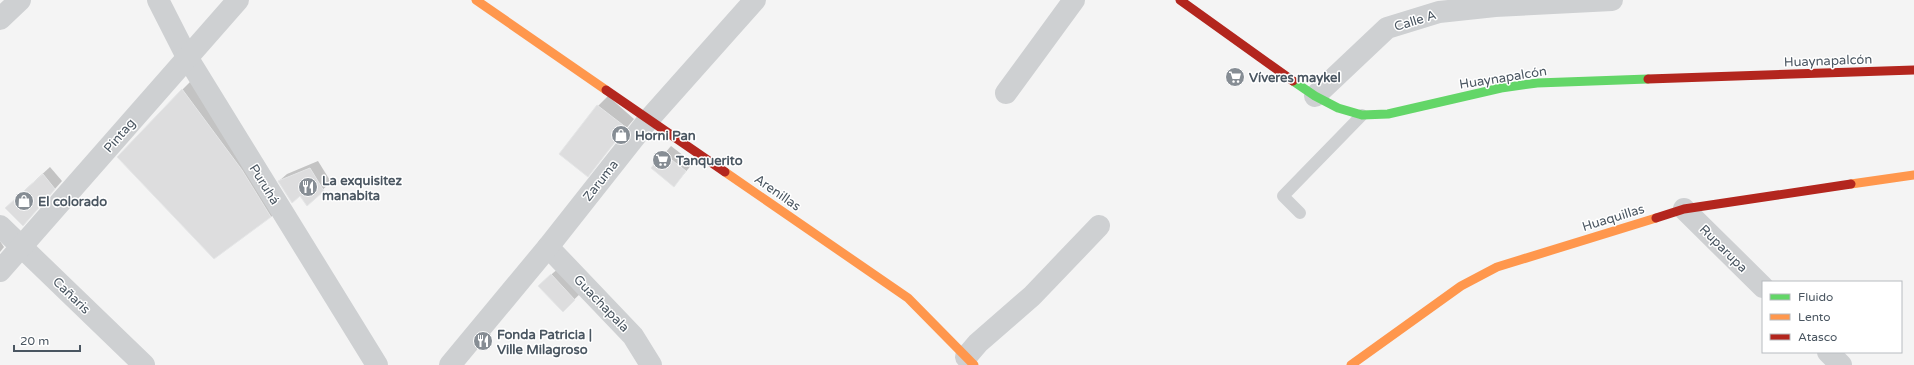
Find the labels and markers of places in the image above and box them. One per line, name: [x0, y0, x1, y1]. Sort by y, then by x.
supermarket icon: Víveres maykel: [1224, 66, 1246, 88]
place label: Víveres maykel: [1249, 70, 1341, 86]
shop icon: Horni Pan: [610, 124, 632, 146]
place label: Horni Pan: [635, 128, 696, 144]
supermarket icon: Tanquerito: [651, 149, 673, 171]
place label: Tanquerito: [675, 153, 743, 169]
place label: La exquisitez manabita: [322, 173, 402, 204]
restaurant icon: La exquisitez manabita: [297, 176, 319, 198]
shop icon: El colorado: [13, 190, 35, 212]
place label: El colorado: [38, 194, 107, 210]
place label: Fonda Patricia | Ville Milagroso: [497, 327, 592, 358]
restaurant icon: Fonda Patricia | Ville Milagroso: [472, 330, 494, 352]

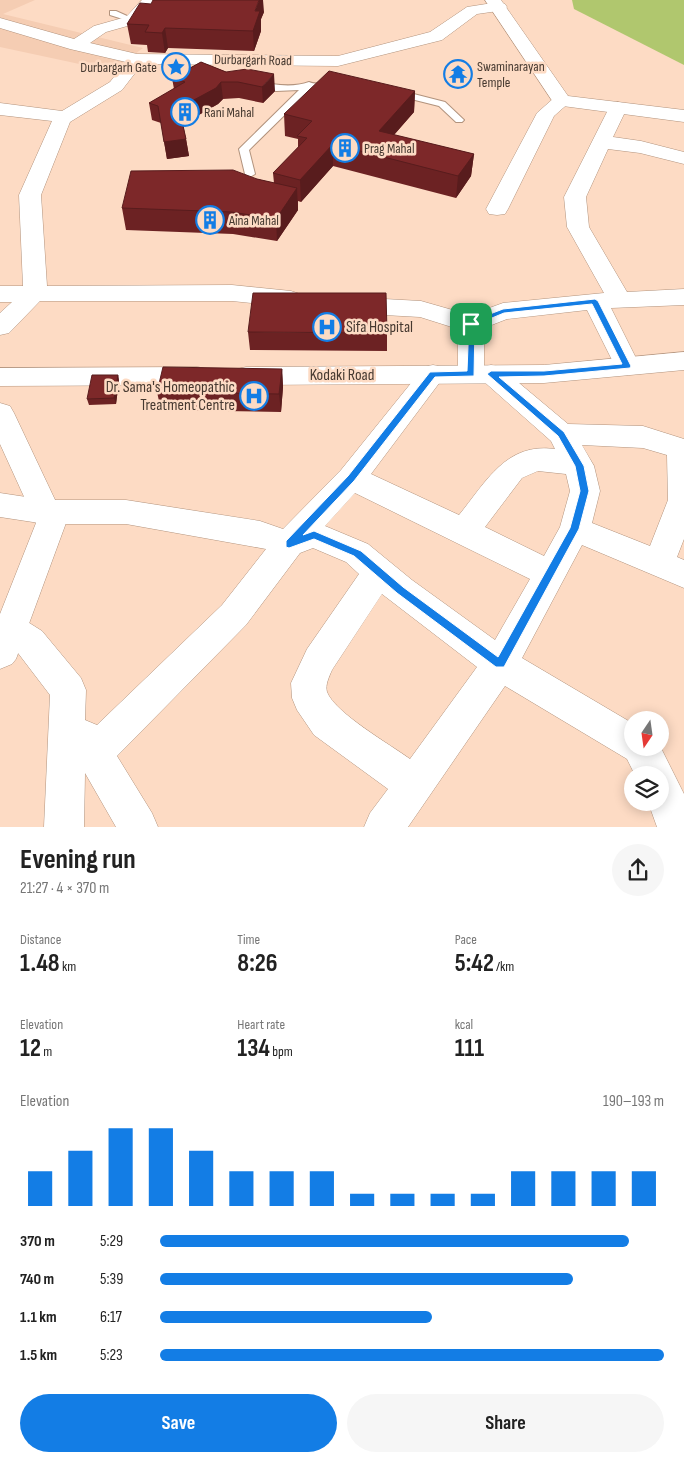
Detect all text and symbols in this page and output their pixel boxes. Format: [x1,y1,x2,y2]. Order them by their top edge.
street label: Durbargarh Road [214,51,292,69]
place icon: Durbargarh Gate [161,52,191,82]
place label: Swaminarayan Temple [477,58,545,91]
place label: Durbargarh Gate [80,59,157,76]
temple icon: Swaminarayan Temple [443,59,473,89]
building icon: Rani Mahal [170,97,200,127]
place label: Rani Mahal [204,104,254,121]
building icon: Prag Mahal [330,133,360,163]
place label: Prag Mahal [364,140,415,157]
building icon: Aina Mahal [195,205,225,235]
place label: Aina Mahal [228,212,279,229]
pin [450,303,492,345]
icon: arrive [457,310,485,338]
hospital icon: Sifa Hospital [312,312,342,342]
place label: Sifa Hospital [346,318,413,337]
street label: Kodaki Road [310,366,374,385]
place label: Dr. Sama's Homeopathic Treatment Centre [106,378,235,415]
hospital icon: Dr. Sama's Homeopathic Treatment Centre [239,381,269,411]
north arrow [624,711,669,756]
map controls [624,711,669,811]
button: layers [624,766,669,811]
text: Evening run [20,843,136,876]
button: share [612,844,664,896]
text: 21:27 · 4 × 370 m [20,879,109,898]
text: Distance [20,931,61,948]
text: Time [237,931,260,948]
text: Pace [455,931,477,948]
text: 1.48 [20,948,60,979]
text: 8:26 [237,948,277,979]
text: 5:42 [455,948,494,979]
text: km [60,958,76,975]
text: /km [494,958,514,975]
text: Elevation [20,1016,63,1033]
text: Heart rate [237,1016,285,1033]
text: kcal [455,1016,473,1033]
text: 12 [20,1033,41,1064]
text: 134 [237,1033,270,1064]
text: 111 [455,1033,484,1064]
text: m [41,1043,52,1060]
text: bpm [270,1043,293,1060]
text: Elevation [20,1092,69,1111]
text: 190–193 m [603,1092,664,1111]
text: 370 m [20,1232,55,1251]
text: 5:29 [100,1232,123,1251]
text: 740 m [20,1270,54,1289]
text: 5:39 [100,1270,123,1289]
text: 1.1 km [20,1308,57,1327]
text: 6:17 [100,1308,122,1327]
text: 1.5 km [20,1346,57,1365]
text: 5:23 [100,1346,123,1365]
button: Save [20,1394,337,1452]
button: Share [347,1394,664,1452]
+ + + + + + +
__TASK INSTRUCTIONS__:
With the images removed, give back every entry exactly as shown.

__RESPONSE FOR THIS EXERCISE__:
Find the labels and markers of places in the image above and box them. One per line, name: [x0, y0, x1, y1]. Sort by y, then by x.
supermarket icon: Víveres maykel: [1224, 66, 1246, 88]
place label: Víveres maykel: [1249, 70, 1341, 86]
shop icon: Horni Pan: [610, 124, 632, 146]
place label: Horni Pan: [635, 128, 696, 144]
supermarket icon: Tanquerito: [651, 149, 673, 171]
place label: Tanquerito: [675, 153, 743, 169]
place label: La exquisitez manabita: [322, 173, 402, 204]
restaurant icon: La exquisitez manabita: [297, 176, 319, 198]
shop icon: El colorado: [13, 190, 35, 212]
place label: El colorado: [38, 194, 107, 210]
place label: Fonda Patricia | Ville Milagroso: [497, 327, 592, 358]
restaurant icon: Fonda Patricia | Ville Milagroso: [472, 330, 494, 352]

Detect all text and symbols in this page and output their pixel boxes. Format: [x1,y1,x2,y2]. Order them by their top edge.
street label: Durbargarh Road [214,51,292,69]
place icon: Durbargarh Gate [161,52,191,82]
place label: Swaminarayan Temple [477,58,545,91]
place label: Durbargarh Gate [80,59,157,76]
temple icon: Swaminarayan Temple [443,59,473,89]
building icon: Rani Mahal [170,97,200,127]
place label: Rani Mahal [204,104,254,121]
building icon: Prag Mahal [330,133,360,163]
place label: Prag Mahal [364,140,415,157]
building icon: Aina Mahal [195,205,225,235]
place label: Aina Mahal [228,212,279,229]
pin [450,303,492,345]
icon: arrive [457,310,485,338]
hospital icon: Sifa Hospital [312,312,342,342]
place label: Sifa Hospital [346,318,413,337]
street label: Kodaki Road [310,366,374,385]
place label: Dr. Sama's Homeopathic Treatment Centre [106,378,235,415]
hospital icon: Dr. Sama's Homeopathic Treatment Centre [239,381,269,411]
north arrow [624,711,669,756]
map controls [624,711,669,811]
button: layers [624,766,669,811]
text: Evening run [20,843,136,876]
button: share [612,844,664,896]
text: 21:27 · 4 × 370 m [20,879,109,898]
text: Distance [20,931,61,948]
text: Time [237,931,260,948]
text: Pace [455,931,477,948]
text: 1.48 [20,948,60,979]
text: 8:26 [237,948,277,979]
text: 5:42 [455,948,494,979]
text: km [60,958,76,975]
text: /km [494,958,514,975]
text: Elevation [20,1016,63,1033]
text: Heart rate [237,1016,285,1033]
text: kcal [455,1016,473,1033]
text: 12 [20,1033,41,1064]
text: 134 [237,1033,270,1064]
text: 111 [455,1033,484,1064]
text: m [41,1043,52,1060]
text: bpm [270,1043,293,1060]
text: Elevation [20,1092,69,1111]
text: 190–193 m [603,1092,664,1111]
text: 370 m [20,1232,55,1251]
text: 5:29 [100,1232,123,1251]
text: 740 m [20,1270,54,1289]
text: 5:39 [100,1270,123,1289]
text: 1.1 km [20,1308,57,1327]
text: 6:17 [100,1308,122,1327]
text: 1.5 km [20,1346,57,1365]
text: 5:23 [100,1346,123,1365]
button: Save [20,1394,337,1452]
button: Share [347,1394,664,1452]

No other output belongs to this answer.